Here is a simple rollout order that works for most groups:
- Start with Base + USDC This is usually the fastest path to revenue, mainly because Base and USDC feel natural to Coinbase Wallet users. Fees are low, confirmation is fast, and US buyers understand it quickly. This alone can convert a large share of your audience.
- Add Solana with USDC (and SOL if you want) Solana is great for low cost renewals and is extremely common in trading communities. A lot of Solana users already expect to pay subscriptions in USDC or SOL.
- Add Arbitrum with USDC if your members are MetaMask traders Most Arbitrum heavy crowds are already using MetaMask and do not want to leave that environment.
- Add BSC with USDT or BNB if you serve a global, retail leaning audience Some groups (signals, betting style, call groups) have large pockets of users that basically live on BSC. Turning on BSC can unlock those users with almost zero effort.
- Add Tron with USDT if your audience includes emerging markets or Telegram-heavy groupsTron is extremely popular in regions where USDT is the default currency. Fees are near zero, confirmations are fast, and many users are already familiar with paying subscriptions in USDT on Tron.
- Keep Ethereum available for high ticket plans Annual tiers, premium mastermind style access, or larger "lifetime" style offers often get paid in ETH or USDC on Ethereum even if gas is higher. People trust it for large payments.
The point is to layer in chains based on demand so you do not drown your support channel with "which network should I use" questions.

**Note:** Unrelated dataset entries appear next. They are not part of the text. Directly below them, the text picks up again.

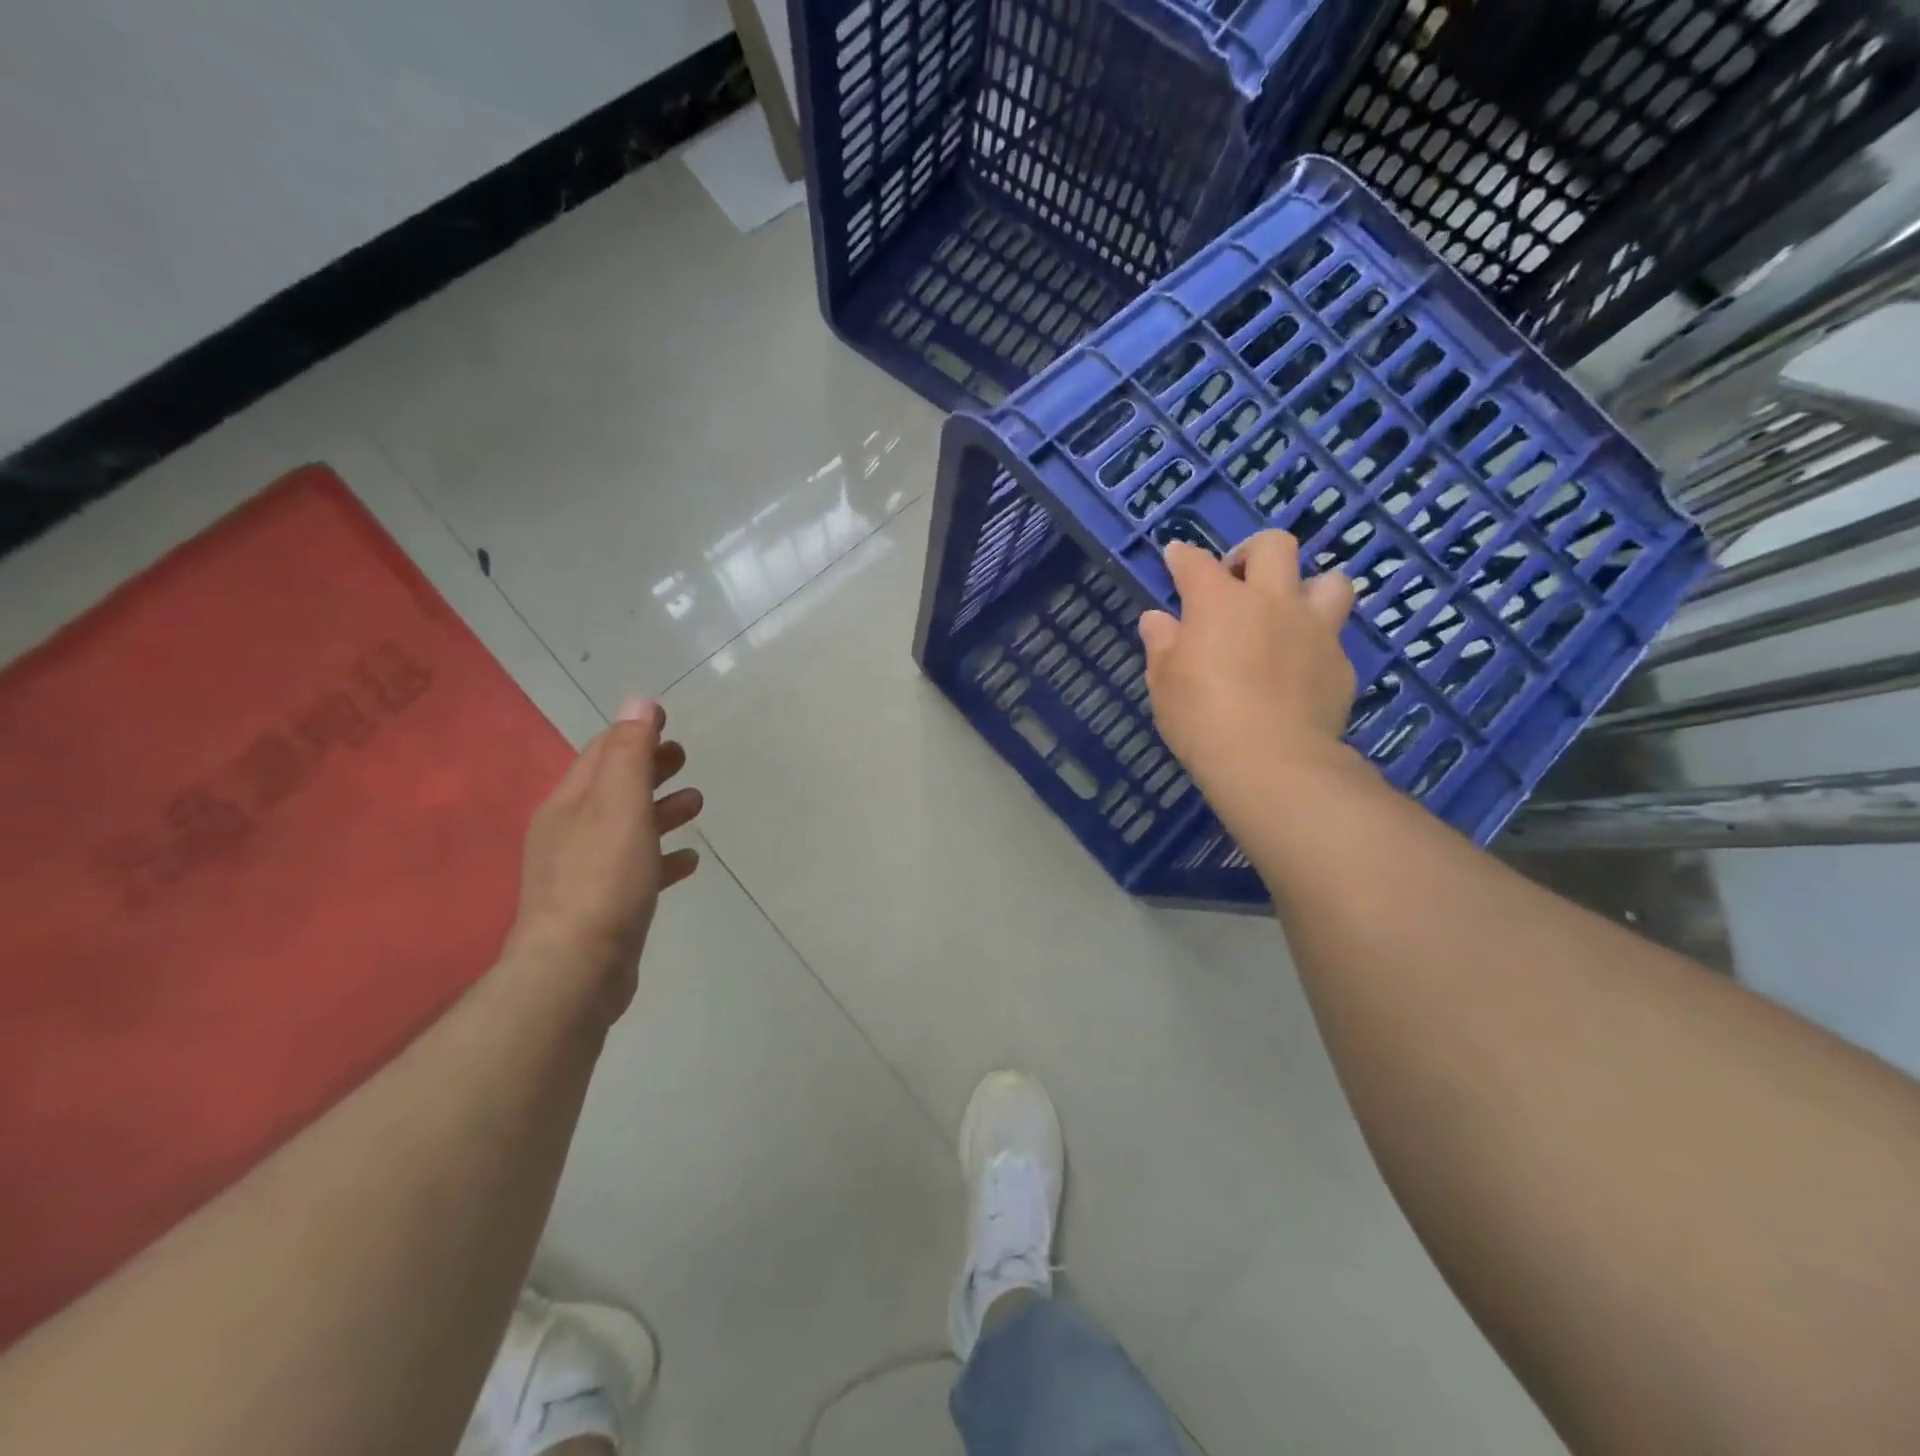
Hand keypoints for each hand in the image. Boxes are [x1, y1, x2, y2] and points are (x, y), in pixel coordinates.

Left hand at [503, 697, 702, 1016]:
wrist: (576, 969)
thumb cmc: (603, 877)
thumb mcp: (619, 805)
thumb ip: (630, 754)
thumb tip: (639, 702)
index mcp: (570, 803)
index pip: (602, 753)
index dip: (635, 734)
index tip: (669, 725)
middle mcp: (570, 832)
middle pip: (614, 787)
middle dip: (649, 769)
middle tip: (685, 758)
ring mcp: (584, 871)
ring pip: (628, 827)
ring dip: (660, 809)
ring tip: (697, 803)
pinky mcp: (604, 906)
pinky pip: (638, 868)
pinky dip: (663, 855)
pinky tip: (690, 860)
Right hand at [1139, 533, 1357, 796]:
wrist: (1271, 760)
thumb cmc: (1201, 718)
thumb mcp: (1164, 683)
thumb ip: (1162, 644)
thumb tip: (1157, 619)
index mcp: (1219, 602)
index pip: (1196, 563)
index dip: (1182, 556)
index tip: (1176, 556)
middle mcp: (1271, 601)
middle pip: (1275, 546)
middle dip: (1253, 553)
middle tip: (1238, 580)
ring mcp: (1313, 629)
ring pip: (1330, 580)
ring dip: (1308, 588)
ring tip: (1289, 613)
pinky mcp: (1340, 663)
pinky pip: (1332, 638)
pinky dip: (1314, 645)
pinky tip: (1299, 670)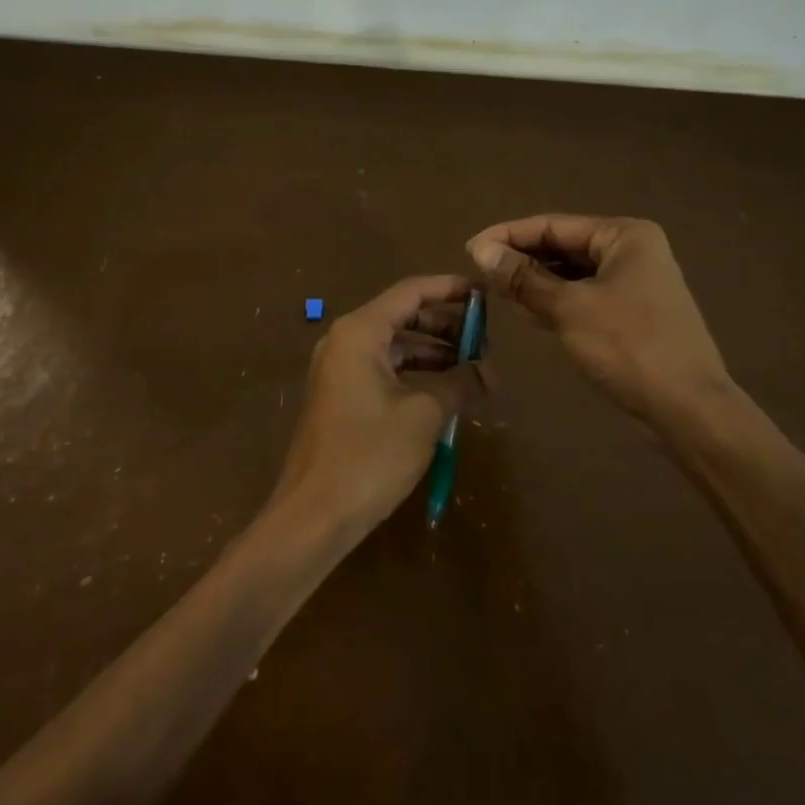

You can literally watch what people ask for in your welcome channel and add that chain next.
Quick Checklist To Launch a Multi-Chain Subscription in Suby
Use this as a final pass before you go live:
- Your Discord server or Telegram group is structured and gated. Paid content is not visible to everyone.
- You created at least one plan in Suby with a clear name, price, billing cycle, and description.
- You selected which networks and tokens that plan should accept. At minimum, Base + USDC is enabled.
- You entered payout wallet addresses for each network you turned on.
- You connected Discord or Telegram to Suby and granted the required permissions.
- On Discord, you ran /setuprole and mapped each plan to a paid role.
- You created a #subscription channel and ran /setupsubscription so people have a button to start checkout.
- You created a #reminders channel and ran /setupreminders so members get renewal alerts.
- The Suby bot role is above your paid roles in Discord.
- You ran a test payment (small amount) to confirm that Suby assigns the correct role or delivers the Telegram invite.
- You pinned the Suby Paylink in your welcome channel, Telegram Portal, server bio, and social bios.
If you can check those boxes, you are ready.
Final Word
Multi-chain sounds complicated from the outside. In reality, it is mostly about respect. People want to pay using the wallet and network they already trust. You want recurring revenue that does not create chaos every month.
Suby sits in the middle and makes that possible.
You build one plan. You pick your price and billing cycle. You decide which chains and tokens you will accept. Suby gives each buyer the right checkout path, watches for payment, unlocks the Discord role or Telegram group instantly, reminds them when it is time to renew, and removes access if they do not.
You get paid in the assets and networks you chose. You keep control of the wallets. You get an analytics dashboard that shows revenue, churn and active subscriptions, plus CSV export for reporting. You can layer in new chains like Base, Solana, Arbitrum, Ethereum, Tron and BSC as your audience grows, instead of forcing everyone through one rail.
That is how you turn a busy Telegram or Discord channel into an actual subscription business without living in your DMs all day.